Congress, for example. Certain members think a minimum wage of $5.15 an hour is completely unimaginable. They think such a raise, from the current $4.25 an hour (which hasn't moved since 1991, though the cost of living certainly has), will unfairly strap employers. They think these employers might have to raise prices in order to afford this pay raise and, anyway, they think the government should keep its hands out of the private marketplace.

Isn't this a fine piece of business? These are the same politicians currently wishing to dismantle the entire welfare system. Work hard, they say. Play by the rules, they say. Even though, while saying this, they acknowledge that the minimum wage pays less than a combination of various welfare, health and tax benefits. So where's the incentive to work?
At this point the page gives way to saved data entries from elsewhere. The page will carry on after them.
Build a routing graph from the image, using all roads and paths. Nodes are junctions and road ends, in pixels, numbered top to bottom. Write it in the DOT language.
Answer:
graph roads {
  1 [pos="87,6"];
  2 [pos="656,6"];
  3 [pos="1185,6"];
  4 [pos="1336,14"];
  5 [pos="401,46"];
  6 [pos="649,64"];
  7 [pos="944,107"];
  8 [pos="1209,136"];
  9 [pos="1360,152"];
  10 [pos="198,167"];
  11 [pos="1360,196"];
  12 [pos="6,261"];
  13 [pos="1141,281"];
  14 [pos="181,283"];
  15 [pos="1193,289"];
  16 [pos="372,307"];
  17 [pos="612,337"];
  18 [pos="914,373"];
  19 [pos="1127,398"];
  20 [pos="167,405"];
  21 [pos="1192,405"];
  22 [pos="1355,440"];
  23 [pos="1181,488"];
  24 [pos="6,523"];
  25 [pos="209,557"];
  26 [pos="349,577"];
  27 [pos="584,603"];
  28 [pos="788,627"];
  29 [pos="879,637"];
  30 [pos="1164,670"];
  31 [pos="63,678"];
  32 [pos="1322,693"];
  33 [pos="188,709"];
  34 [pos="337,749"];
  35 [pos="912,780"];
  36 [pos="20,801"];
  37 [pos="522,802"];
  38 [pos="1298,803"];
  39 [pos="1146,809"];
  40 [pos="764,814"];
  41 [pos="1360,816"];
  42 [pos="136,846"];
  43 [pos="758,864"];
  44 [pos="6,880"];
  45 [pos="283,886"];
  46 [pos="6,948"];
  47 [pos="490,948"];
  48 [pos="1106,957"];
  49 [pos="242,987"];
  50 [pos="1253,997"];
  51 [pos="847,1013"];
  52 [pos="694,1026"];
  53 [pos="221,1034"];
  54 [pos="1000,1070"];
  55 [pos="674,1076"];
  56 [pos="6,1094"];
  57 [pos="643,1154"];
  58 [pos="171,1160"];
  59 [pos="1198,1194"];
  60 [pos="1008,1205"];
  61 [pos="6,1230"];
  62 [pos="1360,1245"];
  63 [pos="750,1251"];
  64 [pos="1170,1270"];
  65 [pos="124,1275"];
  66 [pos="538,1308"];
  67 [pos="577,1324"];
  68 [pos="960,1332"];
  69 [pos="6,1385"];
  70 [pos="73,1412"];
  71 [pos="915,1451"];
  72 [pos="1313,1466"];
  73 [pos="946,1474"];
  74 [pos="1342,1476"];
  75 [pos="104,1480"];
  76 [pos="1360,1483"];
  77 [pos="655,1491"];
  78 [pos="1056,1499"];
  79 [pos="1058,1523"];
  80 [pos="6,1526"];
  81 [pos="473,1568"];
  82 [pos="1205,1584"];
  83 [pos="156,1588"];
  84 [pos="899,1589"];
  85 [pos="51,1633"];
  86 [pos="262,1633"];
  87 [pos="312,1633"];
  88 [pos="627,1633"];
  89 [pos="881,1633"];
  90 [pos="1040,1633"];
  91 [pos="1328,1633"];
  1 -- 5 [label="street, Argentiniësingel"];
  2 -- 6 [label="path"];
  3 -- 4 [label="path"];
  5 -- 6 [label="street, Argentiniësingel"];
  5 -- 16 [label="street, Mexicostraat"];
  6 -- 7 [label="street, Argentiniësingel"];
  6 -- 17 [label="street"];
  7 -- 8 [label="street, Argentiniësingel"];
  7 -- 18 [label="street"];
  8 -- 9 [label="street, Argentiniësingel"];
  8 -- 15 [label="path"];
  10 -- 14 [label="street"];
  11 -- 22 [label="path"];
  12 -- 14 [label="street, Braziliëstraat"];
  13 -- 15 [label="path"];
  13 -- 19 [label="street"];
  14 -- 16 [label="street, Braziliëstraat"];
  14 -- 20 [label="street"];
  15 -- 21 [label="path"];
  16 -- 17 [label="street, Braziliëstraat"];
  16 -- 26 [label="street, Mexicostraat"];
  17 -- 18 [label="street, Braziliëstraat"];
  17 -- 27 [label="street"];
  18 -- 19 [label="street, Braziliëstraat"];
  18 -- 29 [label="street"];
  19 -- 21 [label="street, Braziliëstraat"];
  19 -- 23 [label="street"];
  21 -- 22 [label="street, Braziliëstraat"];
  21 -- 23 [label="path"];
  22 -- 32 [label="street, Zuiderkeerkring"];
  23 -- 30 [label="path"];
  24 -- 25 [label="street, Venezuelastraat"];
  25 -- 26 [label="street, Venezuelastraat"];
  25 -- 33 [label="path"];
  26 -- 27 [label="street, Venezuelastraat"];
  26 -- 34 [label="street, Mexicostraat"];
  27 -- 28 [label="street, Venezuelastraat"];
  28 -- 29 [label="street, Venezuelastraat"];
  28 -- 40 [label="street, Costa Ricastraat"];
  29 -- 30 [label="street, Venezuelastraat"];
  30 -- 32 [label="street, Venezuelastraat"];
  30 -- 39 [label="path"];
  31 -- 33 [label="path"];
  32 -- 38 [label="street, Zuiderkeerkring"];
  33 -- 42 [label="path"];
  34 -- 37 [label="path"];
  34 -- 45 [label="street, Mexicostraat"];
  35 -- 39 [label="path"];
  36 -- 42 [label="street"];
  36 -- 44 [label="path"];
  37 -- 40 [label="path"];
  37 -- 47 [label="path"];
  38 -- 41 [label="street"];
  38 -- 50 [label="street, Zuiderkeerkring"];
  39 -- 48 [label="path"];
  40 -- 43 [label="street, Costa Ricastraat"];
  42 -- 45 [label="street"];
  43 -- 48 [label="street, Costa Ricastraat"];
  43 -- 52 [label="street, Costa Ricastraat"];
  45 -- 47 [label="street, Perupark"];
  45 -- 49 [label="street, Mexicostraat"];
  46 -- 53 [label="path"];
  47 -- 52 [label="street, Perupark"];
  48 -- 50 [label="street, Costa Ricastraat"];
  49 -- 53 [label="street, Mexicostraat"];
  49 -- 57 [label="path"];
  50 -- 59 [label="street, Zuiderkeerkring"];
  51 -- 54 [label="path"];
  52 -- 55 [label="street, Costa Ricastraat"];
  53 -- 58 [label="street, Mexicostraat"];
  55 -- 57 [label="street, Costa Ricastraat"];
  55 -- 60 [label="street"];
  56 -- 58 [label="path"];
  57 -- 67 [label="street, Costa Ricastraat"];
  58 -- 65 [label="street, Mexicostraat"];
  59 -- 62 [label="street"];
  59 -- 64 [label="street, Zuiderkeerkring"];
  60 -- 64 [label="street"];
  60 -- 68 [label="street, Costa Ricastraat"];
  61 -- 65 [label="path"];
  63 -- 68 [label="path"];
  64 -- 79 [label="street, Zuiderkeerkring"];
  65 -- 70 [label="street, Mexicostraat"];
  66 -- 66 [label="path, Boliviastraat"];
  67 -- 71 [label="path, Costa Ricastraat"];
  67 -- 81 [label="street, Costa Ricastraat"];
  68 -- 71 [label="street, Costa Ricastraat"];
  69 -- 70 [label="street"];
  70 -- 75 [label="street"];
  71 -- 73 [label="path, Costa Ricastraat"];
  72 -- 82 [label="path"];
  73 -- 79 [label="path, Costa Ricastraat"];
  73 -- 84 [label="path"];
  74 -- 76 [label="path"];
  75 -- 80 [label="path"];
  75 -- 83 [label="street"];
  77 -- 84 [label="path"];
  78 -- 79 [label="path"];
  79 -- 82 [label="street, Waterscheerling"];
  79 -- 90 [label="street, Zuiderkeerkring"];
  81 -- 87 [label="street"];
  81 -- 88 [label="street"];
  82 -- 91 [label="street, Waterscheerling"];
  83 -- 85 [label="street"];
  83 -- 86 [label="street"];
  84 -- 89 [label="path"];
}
In some poor neighborhoods, not much. The McDonald's jobs, the Kmart jobs, are seen as chump change, particularly compared with certain profitable lures of the street. But there's another issue here, frequently overlooked: The majority of minimum wage workers aren't poor, they're middle class. They're teen-agers or spouses. Once, we thought of middle class people as comfortable. Now, they're one slim floor above the poor and not so certain to stay there.

So the minimum wage issue has to do with young people making a few dollars while going to school, yeah, but it's also about learning the discipline of work and taking a first step toward independence. And it's about spouses providing a second income to stay above the poverty line.

The current minimum wage is one step behind reality. Those who want government to butt out are the same ones who wonder why so many young people show disdain for the job market -- and who, back in 1958, would have heard of a job paying $14 every two weeks and thought it was just fine.